Exact reproduction of all the entries is required, without any of their pictures.

Data to examine below:

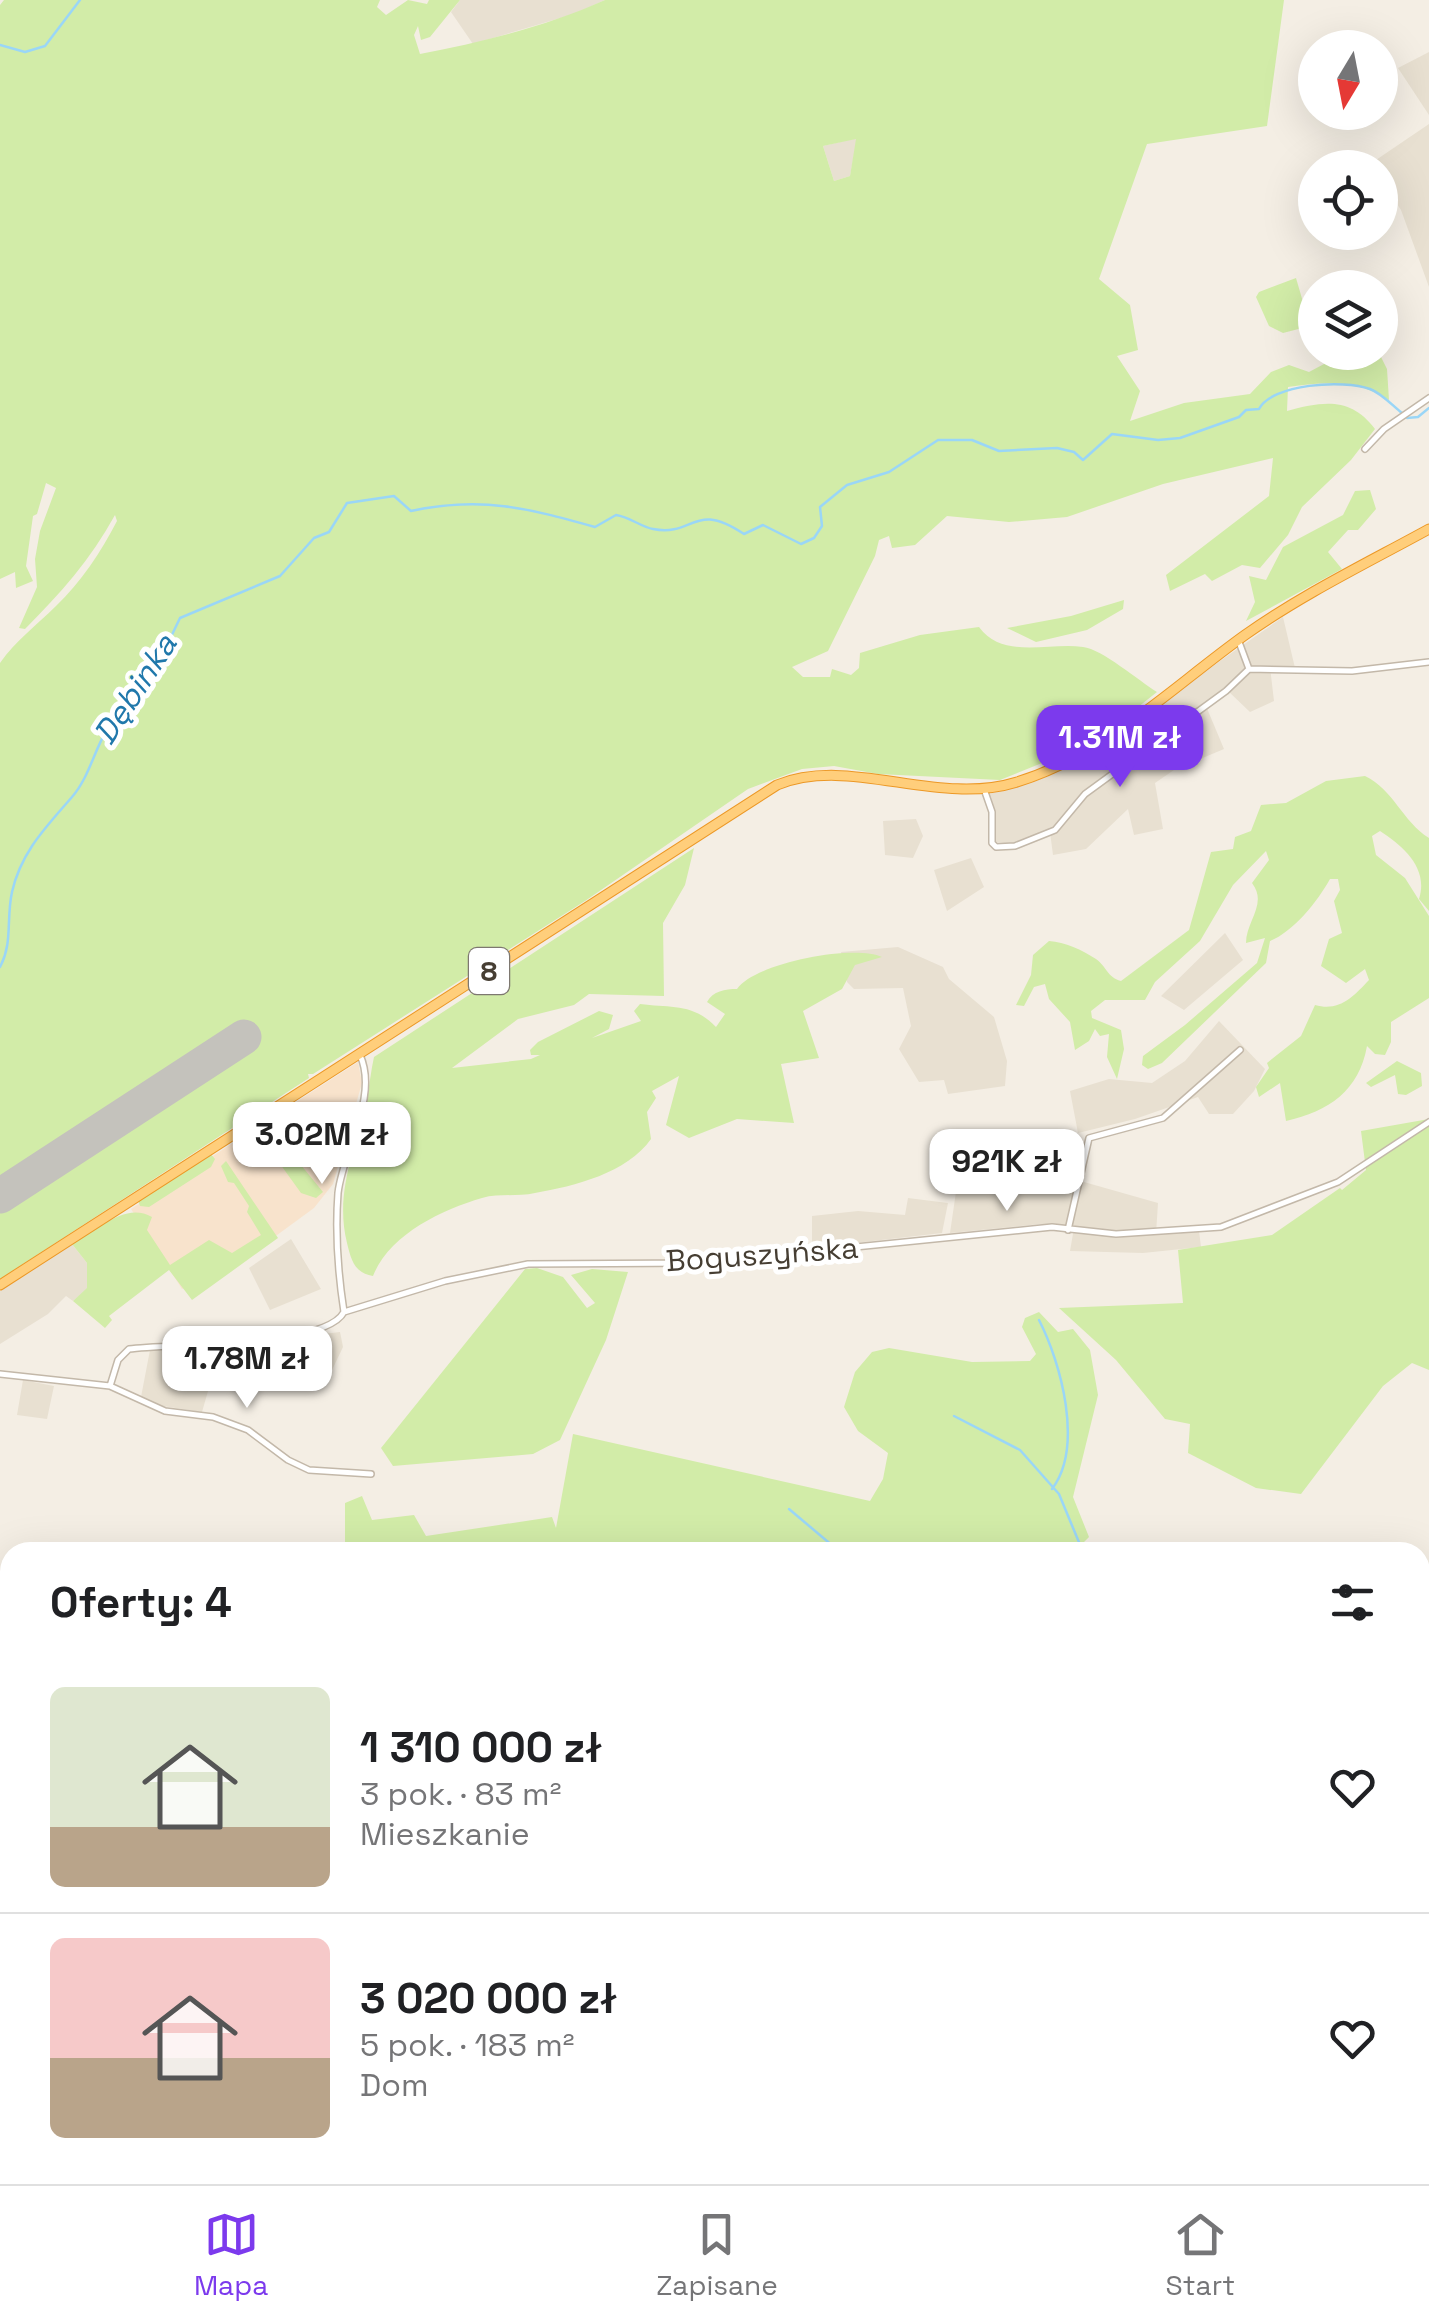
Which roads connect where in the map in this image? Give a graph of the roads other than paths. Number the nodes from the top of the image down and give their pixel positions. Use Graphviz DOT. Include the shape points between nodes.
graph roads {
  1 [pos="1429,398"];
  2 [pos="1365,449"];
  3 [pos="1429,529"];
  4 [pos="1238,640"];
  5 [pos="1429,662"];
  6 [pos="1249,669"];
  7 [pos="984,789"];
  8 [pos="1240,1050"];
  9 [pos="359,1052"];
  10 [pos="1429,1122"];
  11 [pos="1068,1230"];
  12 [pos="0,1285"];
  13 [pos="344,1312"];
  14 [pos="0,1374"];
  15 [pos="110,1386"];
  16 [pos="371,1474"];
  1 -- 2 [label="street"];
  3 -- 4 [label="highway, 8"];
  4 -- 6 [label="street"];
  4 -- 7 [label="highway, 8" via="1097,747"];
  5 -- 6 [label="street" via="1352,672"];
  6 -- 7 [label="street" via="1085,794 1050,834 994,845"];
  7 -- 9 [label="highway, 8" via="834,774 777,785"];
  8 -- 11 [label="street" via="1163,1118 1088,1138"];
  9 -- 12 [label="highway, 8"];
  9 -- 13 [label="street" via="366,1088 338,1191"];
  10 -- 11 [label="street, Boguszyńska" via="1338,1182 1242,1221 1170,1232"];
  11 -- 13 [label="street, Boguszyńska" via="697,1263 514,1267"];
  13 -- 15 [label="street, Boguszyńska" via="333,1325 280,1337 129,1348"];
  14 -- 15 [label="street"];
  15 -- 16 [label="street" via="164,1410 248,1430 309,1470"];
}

End of Data to examine.

Result for this exercise:
Which roads connect where in the map in this image? Give a graph of the roads other than paths. Number the nodes from the top of the image down and give their pixel positions. Use Graphviz DOT. Include the shape points between nodes.
graph roads {
  1 [pos="1429,398"];
  2 [pos="1365,449"];
  3 [pos="1429,529"];
  4 [pos="1238,640"];
  5 [pos="1429,662"];
  6 [pos="1249,669"];
  7 [pos="984,789"];
  8 [pos="1240,1050"];
  9 [pos="359,1052"];
  10 [pos="1429,1122"];
  11 [pos="1068,1230"];
  12 [pos="0,1285"];
  13 [pos="344,1312"];
  14 [pos="0,1374"];
  15 [pos="110,1386"];
  16 [pos="371,1474"];
  1 -- 2 [label="street"];
  3 -- 4 [label="highway, 8"];
  4 -- 6 [label="street"];
  4 -- 7 [label="highway, 8" via="1097,747"];
  5 -- 6 [label="street" via="1352,672"];
  6 -- 7 [label="street" via="1085,794 1050,834 994,845"];
  7 -- 9 [label="highway, 8" via="834,774 777,785"];
  8 -- 11 [label="street" via="1163,1118 1088,1138"];
  9 -- 12 [label="highway, 8"];
  9 -- 13 [label="street" via="366,1088 338,1191"];
  10 -- 11 [label="street, Boguszyńska" via="1338,1182 1242,1221 1170,1232"];
  11 -- 13 [label="street, Boguszyńska" via="697,1263 514,1267"];
  13 -- 15 [label="street, Boguszyńska" via="333,1325 280,1337 129,1348"];
  14 -- 15 [label="street"];
  15 -- 16 [label="street" via="164,1410 248,1430 309,1470"];
}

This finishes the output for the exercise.